━━━ Data to process ━━━

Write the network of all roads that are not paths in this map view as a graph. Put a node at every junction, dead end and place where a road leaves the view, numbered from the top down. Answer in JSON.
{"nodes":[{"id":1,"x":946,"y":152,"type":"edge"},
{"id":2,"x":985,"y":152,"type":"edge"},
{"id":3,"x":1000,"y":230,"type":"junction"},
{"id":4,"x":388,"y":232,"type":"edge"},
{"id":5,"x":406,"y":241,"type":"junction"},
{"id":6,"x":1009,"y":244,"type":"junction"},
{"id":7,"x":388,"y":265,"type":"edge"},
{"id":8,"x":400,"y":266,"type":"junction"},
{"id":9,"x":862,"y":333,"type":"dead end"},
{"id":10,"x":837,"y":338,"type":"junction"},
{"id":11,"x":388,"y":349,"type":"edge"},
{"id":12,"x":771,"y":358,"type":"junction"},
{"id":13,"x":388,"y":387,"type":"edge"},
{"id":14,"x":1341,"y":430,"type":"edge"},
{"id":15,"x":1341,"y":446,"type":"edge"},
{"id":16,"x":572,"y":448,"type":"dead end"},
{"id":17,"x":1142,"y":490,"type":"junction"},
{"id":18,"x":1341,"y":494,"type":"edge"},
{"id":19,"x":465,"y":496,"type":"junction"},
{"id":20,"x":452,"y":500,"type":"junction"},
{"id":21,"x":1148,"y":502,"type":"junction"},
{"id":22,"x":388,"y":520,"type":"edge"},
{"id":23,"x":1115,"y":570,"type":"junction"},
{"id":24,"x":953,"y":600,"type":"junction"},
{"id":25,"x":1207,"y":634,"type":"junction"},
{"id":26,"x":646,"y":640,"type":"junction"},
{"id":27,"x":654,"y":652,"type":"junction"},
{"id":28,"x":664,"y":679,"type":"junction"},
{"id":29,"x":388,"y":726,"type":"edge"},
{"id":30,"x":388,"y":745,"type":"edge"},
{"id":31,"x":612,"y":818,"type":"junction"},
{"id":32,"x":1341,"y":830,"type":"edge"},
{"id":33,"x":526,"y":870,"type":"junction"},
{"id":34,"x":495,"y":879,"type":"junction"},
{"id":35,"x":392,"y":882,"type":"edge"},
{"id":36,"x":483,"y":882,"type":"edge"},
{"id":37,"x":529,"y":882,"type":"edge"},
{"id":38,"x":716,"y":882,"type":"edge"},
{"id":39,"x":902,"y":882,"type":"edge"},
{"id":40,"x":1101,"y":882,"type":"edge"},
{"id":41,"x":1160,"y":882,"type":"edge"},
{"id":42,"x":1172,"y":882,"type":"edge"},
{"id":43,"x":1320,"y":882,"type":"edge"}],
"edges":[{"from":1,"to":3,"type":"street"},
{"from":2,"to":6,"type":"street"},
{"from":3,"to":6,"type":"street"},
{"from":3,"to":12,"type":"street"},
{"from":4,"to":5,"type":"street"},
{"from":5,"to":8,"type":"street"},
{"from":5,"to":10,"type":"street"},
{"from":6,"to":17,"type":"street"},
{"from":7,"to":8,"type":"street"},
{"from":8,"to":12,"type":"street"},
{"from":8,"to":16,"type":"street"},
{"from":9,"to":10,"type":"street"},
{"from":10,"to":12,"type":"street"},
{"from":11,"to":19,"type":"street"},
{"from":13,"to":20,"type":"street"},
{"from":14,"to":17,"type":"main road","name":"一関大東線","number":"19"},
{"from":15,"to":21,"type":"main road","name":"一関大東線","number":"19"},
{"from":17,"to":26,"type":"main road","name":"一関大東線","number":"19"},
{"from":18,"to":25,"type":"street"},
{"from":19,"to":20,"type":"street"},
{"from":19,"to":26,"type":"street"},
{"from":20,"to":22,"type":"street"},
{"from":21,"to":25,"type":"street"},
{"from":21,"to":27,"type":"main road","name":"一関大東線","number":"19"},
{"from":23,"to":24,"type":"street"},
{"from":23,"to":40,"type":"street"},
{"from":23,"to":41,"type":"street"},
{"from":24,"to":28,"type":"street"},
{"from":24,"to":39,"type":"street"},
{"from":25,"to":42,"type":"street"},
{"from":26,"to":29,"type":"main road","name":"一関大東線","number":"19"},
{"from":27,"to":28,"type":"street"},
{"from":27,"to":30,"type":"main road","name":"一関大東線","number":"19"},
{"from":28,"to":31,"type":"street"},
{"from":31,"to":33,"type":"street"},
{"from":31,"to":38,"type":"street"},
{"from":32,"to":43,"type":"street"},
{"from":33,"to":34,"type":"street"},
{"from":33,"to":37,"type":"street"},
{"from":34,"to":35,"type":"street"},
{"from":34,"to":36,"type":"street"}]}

━━━

#### [What you should do]
Exact transcription of the records is all that is wanted.

#### [Your solution]
Write the network of all roads that are not paths in this map view as a graph. Put a node at every junction, dead end and place where a road leaves the view, numbered from the top down. Answer in JSON.
{"nodes":[{"id":1,"x":946,"y":152,"type":"edge"},
{"id":2,"x":985,"y":152,"type":"edge"},
{"id":3,"x":1000,"y":230,"type":"junction"},
{"id":4,"x":388,"y":232,"type":"edge"},
{"id":5,"x":406,"y":241,"type":"junction"},
{"id":6,"x":1009,"y":244,"type":"junction"},
{"id":7,"x":388,"y":265,"type":"edge"},
{"id":8,"x":400,"y":266,"type":"junction"},
{"id":9,"x":862,"y":333,"type":"dead end"},
{"id":10,"x":837,"y":338,"type":"junction"},
{"id":11,"x":388,"y":349,"type":"edge"},
{"id":12,"x":771,"y":358,"type":"junction"},
{"id":13,"x":388,"y":387,"type":"edge"},
{"id":14,"x":1341,"y":430,"type":"edge"},
{"id":15,"x":1341,"y":446,"type":"edge"},
{"id":16,"x":572,"y":448,"type":"dead end"},
{"id":17,"x":1142,"y":490,"type":"junction"},
{"id":18,"x":1341,"y":494,"type":"edge"},
{"id":19,"x":465,"y":496,"type":"junction"},
{"id":20,"x":452,"y":500,"type":"junction"},
{"id":21,"x":1148,"y":502,"type":"junction"},
{"id":22,"x":388,"y":520,"type":"edge"},
{"id":23,"x":1115,"y":570,"type":"junction"},
{"id":24,"x":953,"y":600,"type":"junction"},
{"id":25,"x":1207,"y":634,"type":"junction"},
{"id":26,"x":646,"y":640,"type":"junction"},
{"id":27,"x":654,"y":652,"type":"junction"},
{"id":28,"x":664,"y":679,"type":"junction"},
{"id":29,"x":388,"y":726,"type":"edge"},
{"id":30,"x":388,"y":745,"type":"edge"},
{"id":31,"x":612,"y":818,"type":"junction"},
{"id":32,"x":1341,"y":830,"type":"edge"},
{"id":33,"x":526,"y":870,"type":"junction"},
{"id":34,"x":495,"y":879,"type":"junction"},
{"id":35,"x":392,"y":882,"type":"edge"},
{"id":36,"x":483,"y":882,"type":"edge"},
{"id":37,"x":529,"y":882,"type":"edge"},
{"id":38,"x":716,"y":882,"type":"edge"},
{"id":39,"x":902,"y":882,"type":"edge"},
{"id":40,"x":1101,"y":882,"type":"edge"},
{"id":41,"x":1160,"y":882,"type":"edge"},
{"id":42,"x":1172,"y":882,"type":"edge"},
{"id":43,"x":1320,"y":882,"type":"edge"}],
"edges":[{"from":1,"to":3,"type":"street"},
{"from":2,"to":6,"type":"street"},
{"from":3,"to":6,"type":"street"},
{"from":3,"to":12,"type":"street"},
{"from":4,"to":5,"type":"street"},
{"from":5,"to":8,"type":"street"},
{"from":5,"to":10,"type":"street"},
{"from":6,"to":17,"type":"street"},
{"from":7,"to":8,"type":"street"},
{"from":8,"to":12,"type":"street"},
{"from":8,"to":16,"type":"street"},
{"from":9,"to":10,"type":"street"},
{"from":10,"to":12,"type":"street"},
{"from":11,"to":19,"type":"street"},
{"from":13,"to":20,"type":"street"},
{"from":14,"to":17,"type":"main road","name":"一関大東線","number":"19"},
{"from":15,"to":21,"type":"main road","name":"一関大東線","number":"19"},
{"from":17,"to":26,"type":"main road","name":"一関大東線","number":"19"},
{"from":18,"to":25,"type":"street"},
{"from":19,"to":20,"type":"street"},
{"from":19,"to":26,"type":"street"},
{"from":20,"to":22,"type":"street"},
{"from":21,"to":25,"type":"street"},
{"from":21,"to":27,"type":"main road","name":"一関大東線","number":"19"},
{"from":23,"to":24,"type":"street"},
{"from":23,"to":40,"type":"street"},
{"from":23,"to":41,"type":"street"},
{"from":24,"to":28,"type":"street"},
{"from":24,"to":39,"type":"street"},
{"from":25,"to":42,"type":"street"},
{"from":26,"to":29,"type":"main road","name":"一関大東線","number":"19"},
{"from":27,"to":28,"type":"street"},
{"from":27,"to":30,"type":"main road","name":"一関大東線","number":"19"},
{"from":28,"to":31,"type":"street"},
{"from":31,"to":33,"type":"street"},
{"from":31,"to":38,"type":"street"},
{"from":32,"to":43,"type":"street"},
{"from":33,"to":34,"type":"street"},
{"from":33,"to":37,"type":"street"},
{"from":34,"to":35,"type":"street"},
{"from":34,"to":36,"type":"street"}]}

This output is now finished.